The IPStorm botnet and its infrastructure were dismantled earlier this year, according to the Department of Justice (DoJ).
Its alleged administrator, Russian and Moldovan national Sergei Makinin, pleaded guilty back in September to three counts of fraud and related activity in connection with computers. Each count carries a maximum sentence of 10 years.
The botnet operated from June 2019 to December 2022, turning compromised Windows, Linux, Mac and Android devices from around the world into proxies. These could then be rented out by cyber-criminals through two of Makinin’s websites: proxx.io and proxx.net.

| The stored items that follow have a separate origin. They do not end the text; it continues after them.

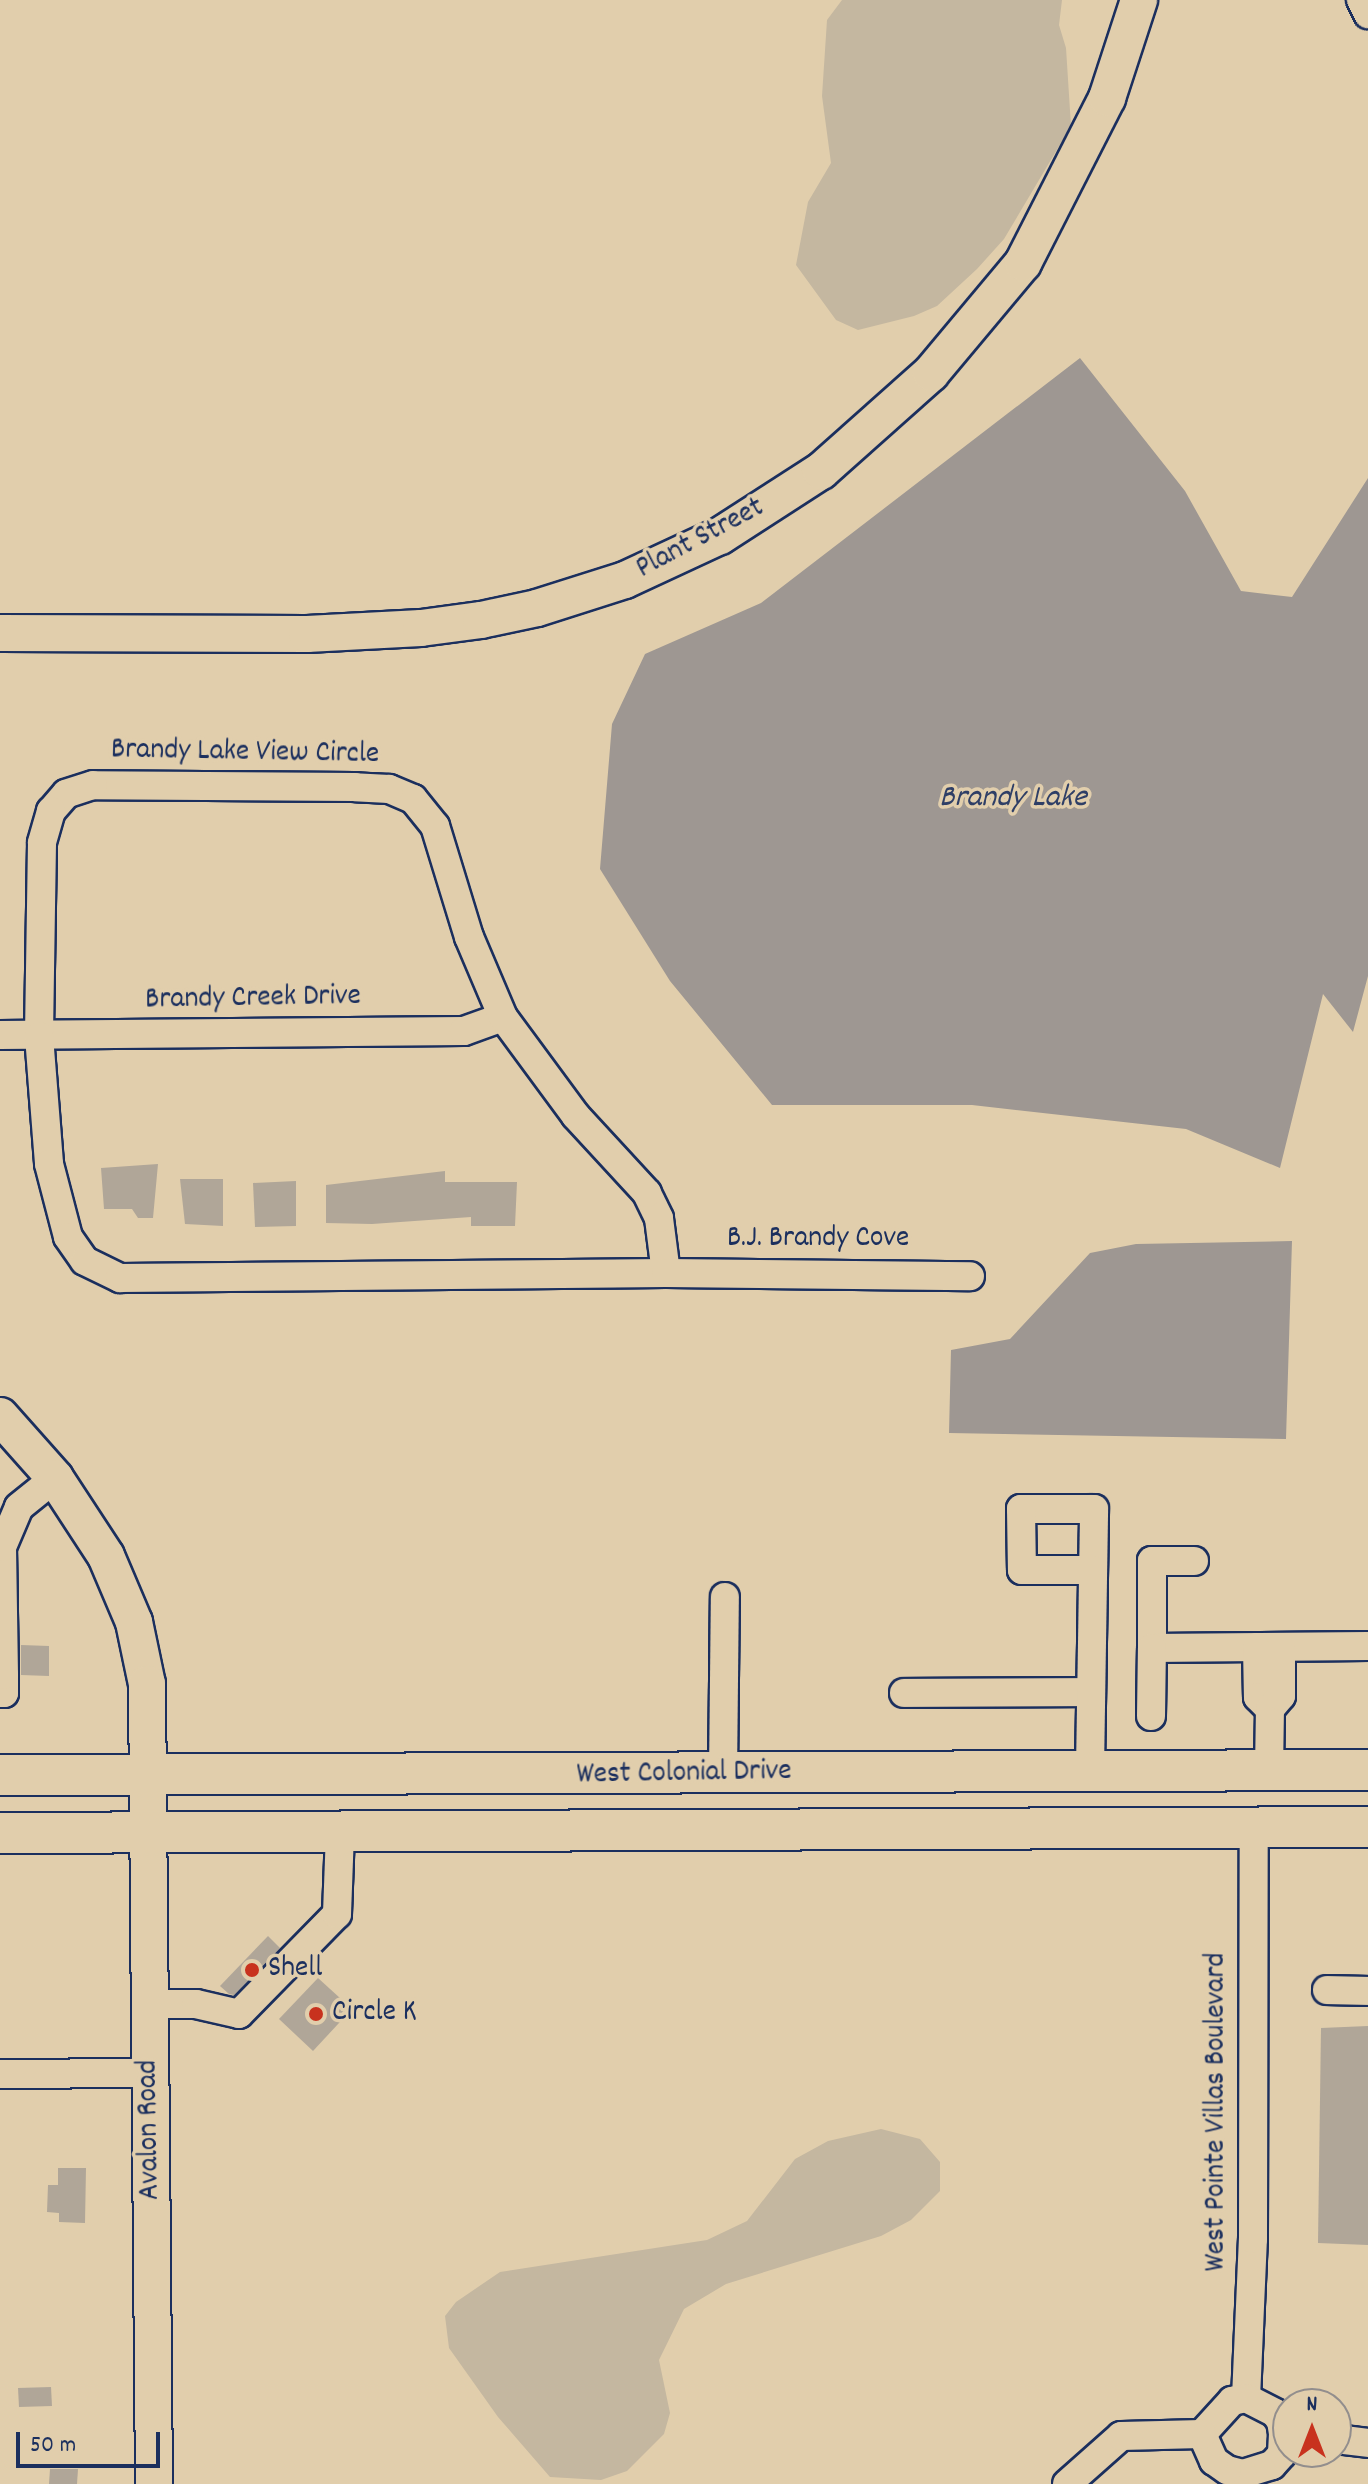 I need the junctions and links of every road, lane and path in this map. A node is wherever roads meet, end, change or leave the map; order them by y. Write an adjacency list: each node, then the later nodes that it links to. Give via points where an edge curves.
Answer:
1 (1139, 0): 4 (main road, Plant Street, via 1107,98 1023,263 931,373 821,471 720,536 625,580 481,620 307,634)
2 (1361, 0): 3 (street)
3 (1368, 14)
4 (0, 633)
5 (503, 1017): 7 (street, Brandy Creek Drive, via 464,1031); 7 (street, Brandy Lake View Circle, via 469,937 435,826 413,799 389,789 355,787 93,785 66,794 51,811 42,843); 8 (street, Brandy Lake View Circle, via 576,1116 647,1193 659,1218)
6 (0, 1035): 7 (street, Brandy Creek Drive)
7 (39, 1036): 8 (street, Brandy Lake View Circle, via 49,1164 68,1237 85,1261 120,1278)
8 (666, 1273): 9 (street, B.J. Brandy Cove)
9 (970, 1276)
10 (0, 1416): 11 (main road, Avalon Road)
11 (55, 1478): 19 (street, via 19,1507 2,1547); 27 (main road, Avalon Road, via 106,1556 134,1622 147,1684)
12 (1194, 1561): 17 (street, via 1152,1561)
13 (1092, 1570): 18 (street)
14 (725, 1597): 26 (street)
15 (1368, 1646): 16 (street)
16 (1269, 1647): 17 (street); 24 (street, via 1281,1696 1270,1709)
17 (1152, 1648): 21 (street)
18 (1090, 1692): 20 (street); 22 (street)
19 (0, 1693)
20 (904, 1693)
21 (1151, 1716)
22 (1090, 1770): 24 (highway, West Colonial Drive); 26 (highway, West Colonial Drive)
23 (1364, 1770): 24 (highway, West Colonial Drive); 28 (highway, via 1282,1793 1264,1806)
24 (1269, 1771): 30 (highway, via 1220,1807)
25 (0, 1775): 27 (highway, West Colonial Drive)
26 (723, 1775): 27 (highway, West Colonial Drive)
27 (148, 1777): 33 (main road, Avalon Road)
28 (1254, 1827): 29 (highway, West Colonial Drive); 30 (highway, West Colonial Drive); 39 (street, West Pointe Villas Boulevard, via 1253,2239)
29 (1368, 1827)
30 (1070, 1829): 32 (highway, West Colonial Drive)
31 (0, 1833): 33 (highway, West Colonial Drive)
32 (340, 1834): 33 (highway, West Colonial Drive); 36 (street, via 337,1914 239,2014 196,2004)
33 (147, 1835): 36 (main road, Avalon Road)
34 (1327, 1990): 35 (street)
35 (1368, 1991)
36 (148, 2004): 37 (main road, Avalon Road)
37 (151, 2073): 38 (street); 43 (main road, Avalon Road)
38 (0, 2074)
39 (1246, 2398): 40 (street); 41 (street, via 1232,2401)
40 (1272, 2411)
41 (1202, 2434): 42 (street, via 1214,2461 1227,2470 1243,2474); 44 (street, via 1121,2436)
42 (1272, 2465)
43 (154, 2484)
44 (1067, 2484)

Read more on proxies: FBI: Beware Residential IPs Hiding Credential Stuffing
The proxies enabled threat actors to bypass security filters and anonymize their traffic as they launched various cyber-attacks on victims. According to the DoJ, a single customer could pay hundreds of dollars a month to route their traffic through the botnet.
Makinin is said to have run around 23,000 such proxies as part of the botnet and admitted making at least $550,000 from the scheme.
“It is no secret that in present times, much criminal activity is conducted or enabled through cybernetic means. Cyber-criminals seek to remain anonymous and derive a sense of security because they hide behind keyboards, often thousands of miles away from their victims,” said Joseph González, special agent in charge of the FBI’s San Juan Field Office.
“The FBI’s cyber mission has been to impose risk and consequences on our adversaries, ensuring cyberspace is no safe space for criminal activity. This case is one example of how we are doing just that.”
The FBI urged device owners to keep up to date with the latest security and software patches to mitigate the risk of their machines becoming compromised and conscripted into such a botnet.